##### Data shown #####

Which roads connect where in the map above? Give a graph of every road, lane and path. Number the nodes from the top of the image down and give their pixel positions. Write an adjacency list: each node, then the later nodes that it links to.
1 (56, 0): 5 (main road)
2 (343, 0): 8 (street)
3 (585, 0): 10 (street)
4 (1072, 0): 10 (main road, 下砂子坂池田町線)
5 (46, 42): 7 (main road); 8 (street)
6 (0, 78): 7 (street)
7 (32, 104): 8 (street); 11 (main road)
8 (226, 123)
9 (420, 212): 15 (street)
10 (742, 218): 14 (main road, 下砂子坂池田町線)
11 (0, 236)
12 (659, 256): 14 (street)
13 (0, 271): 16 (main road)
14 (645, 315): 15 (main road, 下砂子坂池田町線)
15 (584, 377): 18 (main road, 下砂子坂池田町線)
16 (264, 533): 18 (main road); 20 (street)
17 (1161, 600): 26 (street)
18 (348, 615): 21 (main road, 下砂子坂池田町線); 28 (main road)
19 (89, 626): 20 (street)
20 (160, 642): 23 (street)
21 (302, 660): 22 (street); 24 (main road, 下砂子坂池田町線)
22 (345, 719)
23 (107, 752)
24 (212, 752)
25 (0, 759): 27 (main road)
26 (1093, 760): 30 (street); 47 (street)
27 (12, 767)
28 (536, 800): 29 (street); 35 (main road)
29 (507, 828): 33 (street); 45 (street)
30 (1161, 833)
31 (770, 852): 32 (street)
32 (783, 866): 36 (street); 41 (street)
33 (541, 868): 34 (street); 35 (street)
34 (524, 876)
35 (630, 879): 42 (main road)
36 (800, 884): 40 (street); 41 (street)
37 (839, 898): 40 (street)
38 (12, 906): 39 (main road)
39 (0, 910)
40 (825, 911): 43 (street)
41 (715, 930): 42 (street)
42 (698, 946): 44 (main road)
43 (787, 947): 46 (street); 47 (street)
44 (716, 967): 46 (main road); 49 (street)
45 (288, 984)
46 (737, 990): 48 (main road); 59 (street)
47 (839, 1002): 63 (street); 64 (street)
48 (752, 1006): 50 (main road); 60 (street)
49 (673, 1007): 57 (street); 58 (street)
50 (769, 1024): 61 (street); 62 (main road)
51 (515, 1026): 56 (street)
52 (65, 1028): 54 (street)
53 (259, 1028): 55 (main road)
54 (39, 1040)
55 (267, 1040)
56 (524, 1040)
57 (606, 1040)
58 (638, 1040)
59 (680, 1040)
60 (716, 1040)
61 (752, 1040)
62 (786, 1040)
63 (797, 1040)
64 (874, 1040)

#####

[Task description]:
All lines of the material that contain the word "下砂子坂池田町線" should be listed.

[Written response]:
4 (1072, 0): 10 (main road, 下砂子坂池田町線)
10 (742, 218): 14 (main road, 下砂子坂池田町線)
14 (645, 315): 15 (main road, 下砂子坂池田町線)
15 (584, 377): 18 (main road, 下砂子坂池田町線)
18 (348, 615): 21 (main road, 下砂子坂池田町線); 28 (main road)
21 (302, 660): 22 (street); 24 (main road, 下砂子坂池田町線)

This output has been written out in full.